Understanding the Unique Value Drivers of an Early Stage Company
Why Startup Valuation Is Different?
It is often said that valuation of a company involves mixing science with art. The science being the implementation of sound valuation methodologies and best practices and the reliance on objective or independent data. The art is the degree of judgment reserved to the valuation professional in making assumptions. Good valuations have the appropriate balance between the two.
Early-stage businesses are often very difficult to value based on the traditional methodologies due often to fact that startups have little to no past financials to account for to predict the longer term outcome. Therefore there is typically a much greater use of “art” than “science” in determining the right value of a startup. The valuer is required to rely more on judgement and specific industry knowledge, than mathematical models and valuation techniques.
How to Value a Startup?
First: Adjust General Valuation Approaches
The income approach, the market approach and the cost approach are the three main methods for valuing a business. These are the starting point of any startup valuation and one must look to see if these methods are applicable.
In the case of a startup that has started generating consistent stream of revenues and is experiencing high growth rates, it is feasible to use the income approach using a DCF (Discounted Cash Flow). It is advisable to use a three-stage free cash flow discount model to account for different growth periods and rates and to reduce reliance on terminal value being linked to a high growth rate that is not sustainable in the long run. Since the capital structure of startups is typically debt free, taxes are low due to NOLs, and convertible instruments are assumed to convert into equity, this is simplifying income valuation methods.
The market approach should be adjusted for an early stage company, and instead of looking at trading comparable of mature businesses as valuation benchmarks, a valuation performed under the market multiples approach should look more closely into recent VC financing valuation as a guide to the subject company’s valuation at such early stage. While there can be problems with extrapolating the value of a company from a VC investment due to lack of information on how these valuations were determined, these valuations still represent an important market information as they are based on the premise that sophisticated financial investors conducted comprehensive due diligence and conducted rational negotiations which inherently make those valuations at fair market value.
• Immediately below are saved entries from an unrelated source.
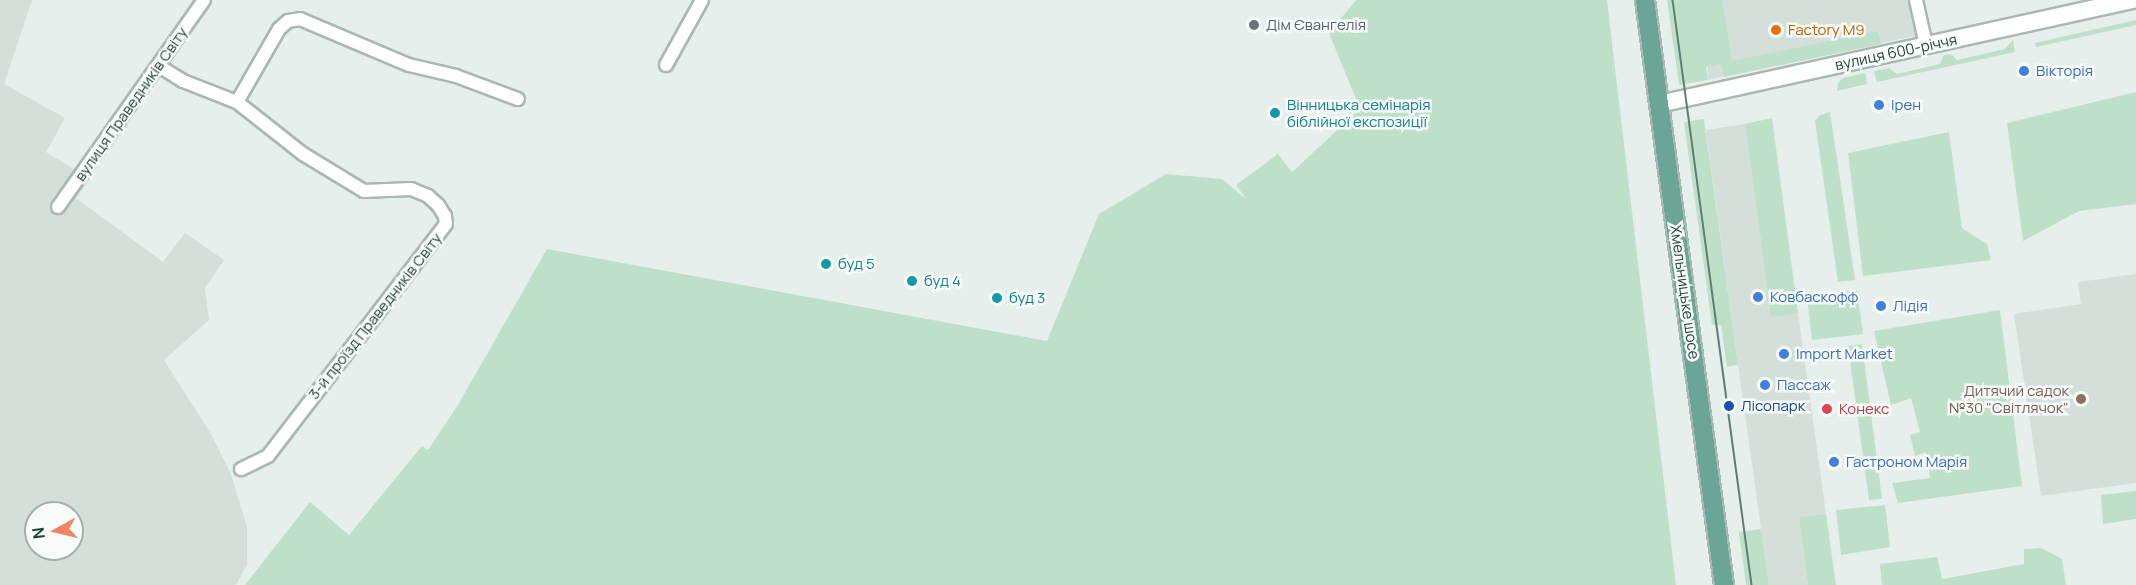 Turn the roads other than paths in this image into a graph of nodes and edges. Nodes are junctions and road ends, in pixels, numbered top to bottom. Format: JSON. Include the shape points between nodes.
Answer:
{"nodes":[{"id":1,"x":204,"y":0,"type":"edge"},
{"id":2,"x":702,"y":0,"type":"edge"},
{"id":3,"x":1645,"y":0,"type":"edge"},
{"id":4,"x":1916,"y":0,"type":"edge"},
{"id":5,"x":2133,"y":0,"type":"edge"},
{"id":6,"x":1926,"y":45,"type":"junction"},
{"id":7,"x":666,"y":65,"type":"dead end"},
{"id":8,"x":159,"y":66,"type":"junction"},
{"id":9,"x":518,"y":99,"type":"dead end"},
{"id":10,"x":237,"y":102,"type":"junction"},
{"id":11,"x":1659,"y":105,"type":"junction"},
{"id":12,"x":58,"y":207,"type":"dead end"},
{"id":13,"x":241,"y":469,"type":"dead end"},
{"id":14,"x":1724,"y":585,"type":"edge"}],
"edges":[{"from":1,"to":8,"type":"street","name":"вулиця Праведників Світу"},
{"from":2,"to":7,"type":"street"},
{"from":3,"to":11,"type":"main road","name":"Хмельницьке шосе"},
{"from":4,"to":6,"type":"street"},
{"from":5,"to":6,"type":"main road","name":"вулиця 600-річчя"},
{"from":6,"to":11,"type":"main road","name":"вулиця 600-річчя"},
{"from":8,"to":10,"type":"street","name":"3-й проїзд Праведників Світу","via":[[183,81]]},
{"from":8,"to":12,"type":"street","name":"вулиця Праведників Світу"},
{"from":9,"to":10,"type":"street","via":[[456,76],[409,65],[300,19],[288,21],[279,29]]},
{"from":10,"to":13,"type":"street","name":"3-й проїзд Праведників Світу","via":[[303,154],[363,191],[411,189],[428,196],[438,205],[446,224],[268,456]]},
{"from":11,"to":14,"type":"main road","name":"Хмельницьке шосе"}]} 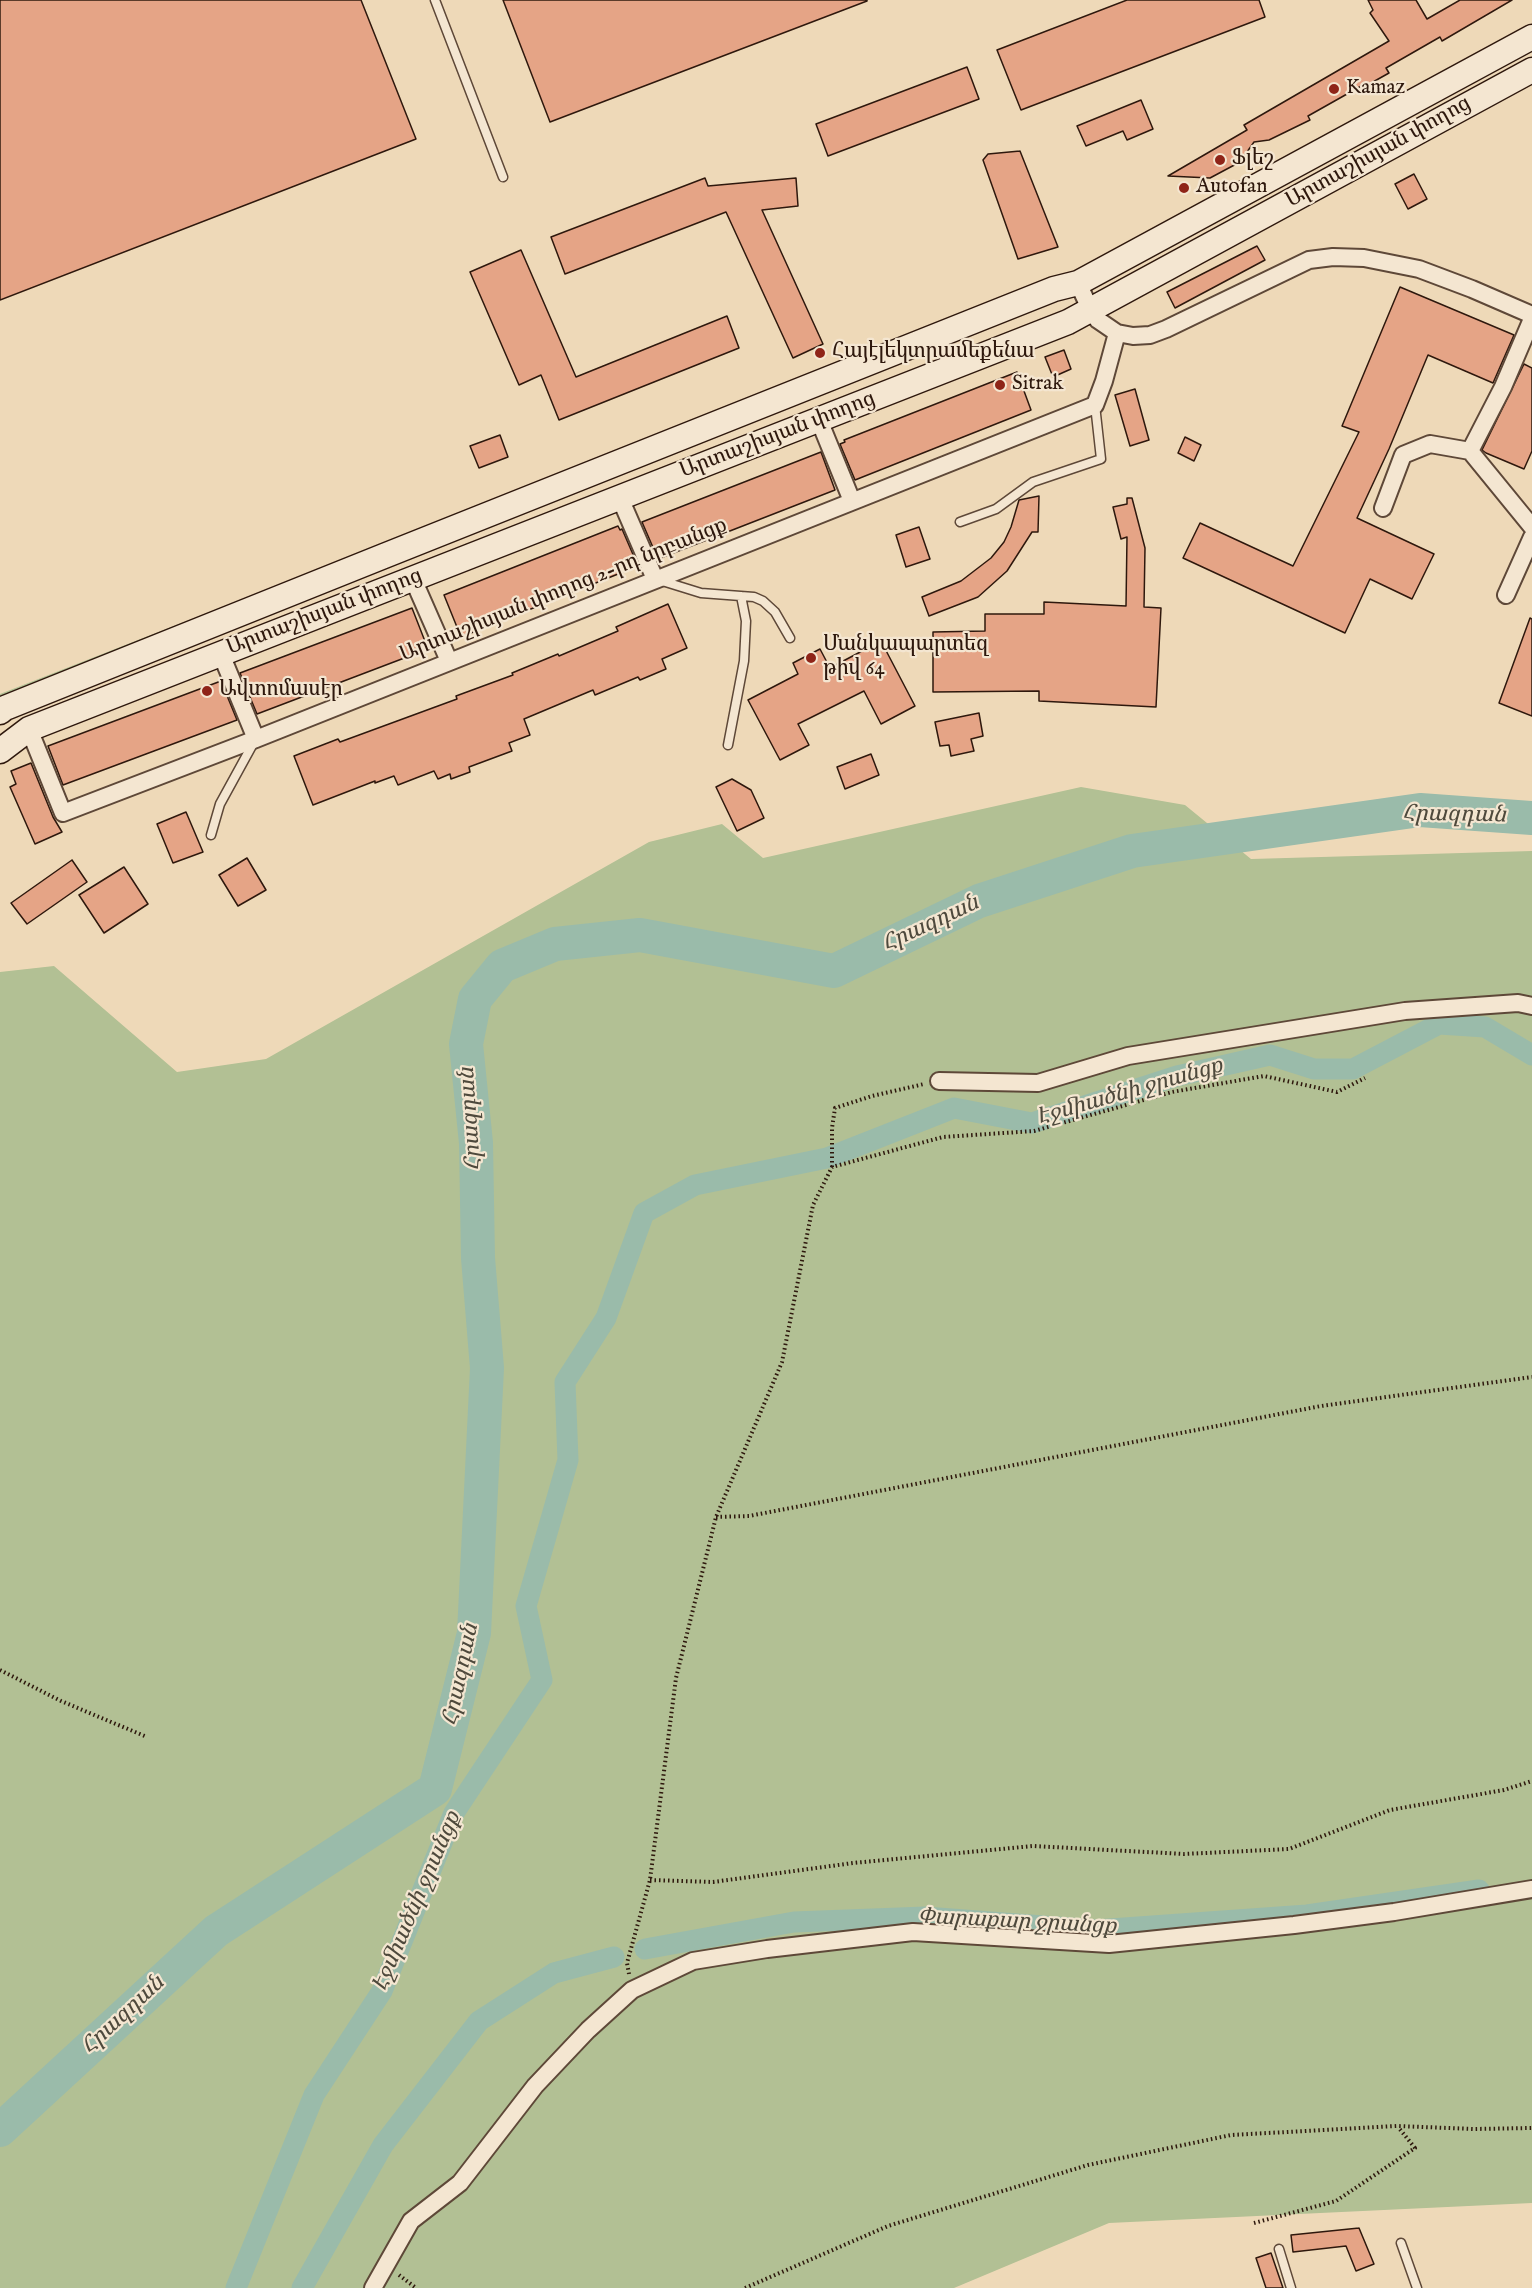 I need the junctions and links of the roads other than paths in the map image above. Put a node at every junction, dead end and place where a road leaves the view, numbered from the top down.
1 (435, 0) edge
2 (1532, 37) edge
3 (1532, 70) edge
4 (1424, 95) junction
5 (1439, 120) junction
6 (503, 177) dead end
7 (1078, 283) junction
8 (1091, 311) junction
9 (1532, 317) edge
10 (1117, 333) junction
11 (1095, 405) junction
12 (819, 420) junction
13 (1470, 451) junction
14 (620, 498) junction
15 (852, 501) junction
16 (1383, 508) dead end
17 (960, 522) dead end
18 (1532, 527) edge
19 (1532, 537) edge
20 (413, 579) junction
21 (655, 579) junction
22 (741, 596) junction
23 (1506, 596) dead end
24 (790, 638) dead end
25 (220, 654) junction
26 (449, 661) junction
27 (0, 712) edge
28 (29, 729) junction
29 (256, 739) junction
30 (728, 745) dead end
31 (0, 751) edge
32 (211, 835) dead end
33 (1532, 1006) edge
34 (939, 1081) road end
35 (1532, 1889) edge
36 (1401, 2243) dead end
37 (1279, 2249) dead end
38 (373, 2288) edge
39 (1291, 2288) edge
40 (1417, 2288) edge

1 - 6 lane
2 - 4 main road, Արտաշիսյան փողոց
3 - 5 main road, Արտաշիսյան փողոց
4 - 5 main road
4 - 7 main road, Արտաշիսյան փողոց
5 - 8 main road, Արտաշիսյան փողոց
7 - 8 street
7 - 27 main road, Արտաշիսյան փողոց
8 - 10 street
8 - 12 main road, Արտաշիսյան փողոց
9 - 10 street
9 - 13 street
10 - 11 street
11 - 15 street, Արտաշիսյան փողոց 2-րդ նրբանցք
11 - 17 lane
12 - 14 main road, Արտաշիսյան փողոց
12 - 15 street
13 - 16 street
13 - 18 street
14 - 20 main road, Արտաշիսյան փողոց
14 - 21 street
15 - 21 street, Արտաշիսյան փողոց 2-րդ նրբանցք
19 - 23 street
20 - 25 main road, Արտաշիսյան փողոց
20 - 26 street
21 - 22 lane
21 - 26 street, Արտաշիսյան փողոց 2-րդ նրբանցք
22 - 24 lane
22 - 30 lane
25 - 28 main road, Արտաշիսյան փողոց
25 - 29 street
26 - 29 street, Արտաշիսյան փողոց 2-րդ նրբանցք
28 - 29 street, Արտաշիսյան փողոց 2-րդ նրբանցք
28 - 31 main road, Արտաշիսյան փողոց
29 - 32 lane
33 - 34 street
35 - 38 street
36 - 40 lane
37 - 39 lane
This valuation method is typically not considered appropriate for startup valuation as startups assets are more intangible in nature like patents, copyrights etc. and less rely on tangible assets. this in turns means that the value of intangible assets is not considered and the valuation of the start up company is significantly depreciated.
Next: Apply Startup-Specific Valuation Methodologies
Assuming the traditional valuation methods on the left are not coming in very helpful, there are other methods for valuating startups companies that are currently at a pre-revenue stage. Here are the three we consider to be widely used:
The VC method is used by investors to calculate the present pre-money value of the firm by projecting the value of the company at exit, and discounting this value at a high rate (typically 50%-70%). The exit value is estimated using certain assumptions such as the annual earing or EBITDA at the end of the projection period (typically 5-7 years), and applying an exit multiple to this metric. It ignores any intermediate cash flows. Here are the basic steps of this method:
- Estimate exit value.
- Discount exit value to present by using investors’ rate of return as the discount rate.
- Calculate the post-money valuation.
- Calculate the pre-money valuation.
- Finally, calculate the equity percentage owned by the investors.
Please see our sample VC method model here.
This method is using a benchmark valuation for your business as a starting point (typically obtained from gathering information on comparable valuations for other pre-revenue companies in your sector within your geographic region). The method has three steps:
- Step 1: Gathering valuation from used recent relevant VC financings as a guide to the subject company’s valuation
- Step 2: Calculating the average of those valuations.
- Step 3: Comparing your company to similar deals done using factor weighting of the following criteria:
|Value Driver||Weight*||Your Venture’s Score*||Factor|
|Strength of the Management Team||30%||150%||0.45|
|Size of the Opportunity||25%||125%||0.31|
|Need for Additional Investment||5%||100%||0.05|
|PRE-MONEY VALUATION||$ 3,338,125|
Notes: this example assume a base average obtained from comparable deals of $2,725,000 and applying a 1.23 factor to arrive at a company valuation of $3,338,125.
* Weights and venture score are adjustable by the user.
The Berkus Method was developed by renowned Silicon Valley angel investor Dave Berkus who treats a startup as a closed box and uses a simple two step assessment process that he applied for pre-revenue and early stage companies:
First step: does it seem feasible for the company to reach 20M in revenue within 5 years ? Only if the answer is positive we move on to the next step.
Second step: Assessing the box against 5 key criteria with potential value range for each key criteria between $0-$500,000, such that the maximum value for a company receiving a “perfect” $500,000 score against each criteria cannot exceed $2,500,000.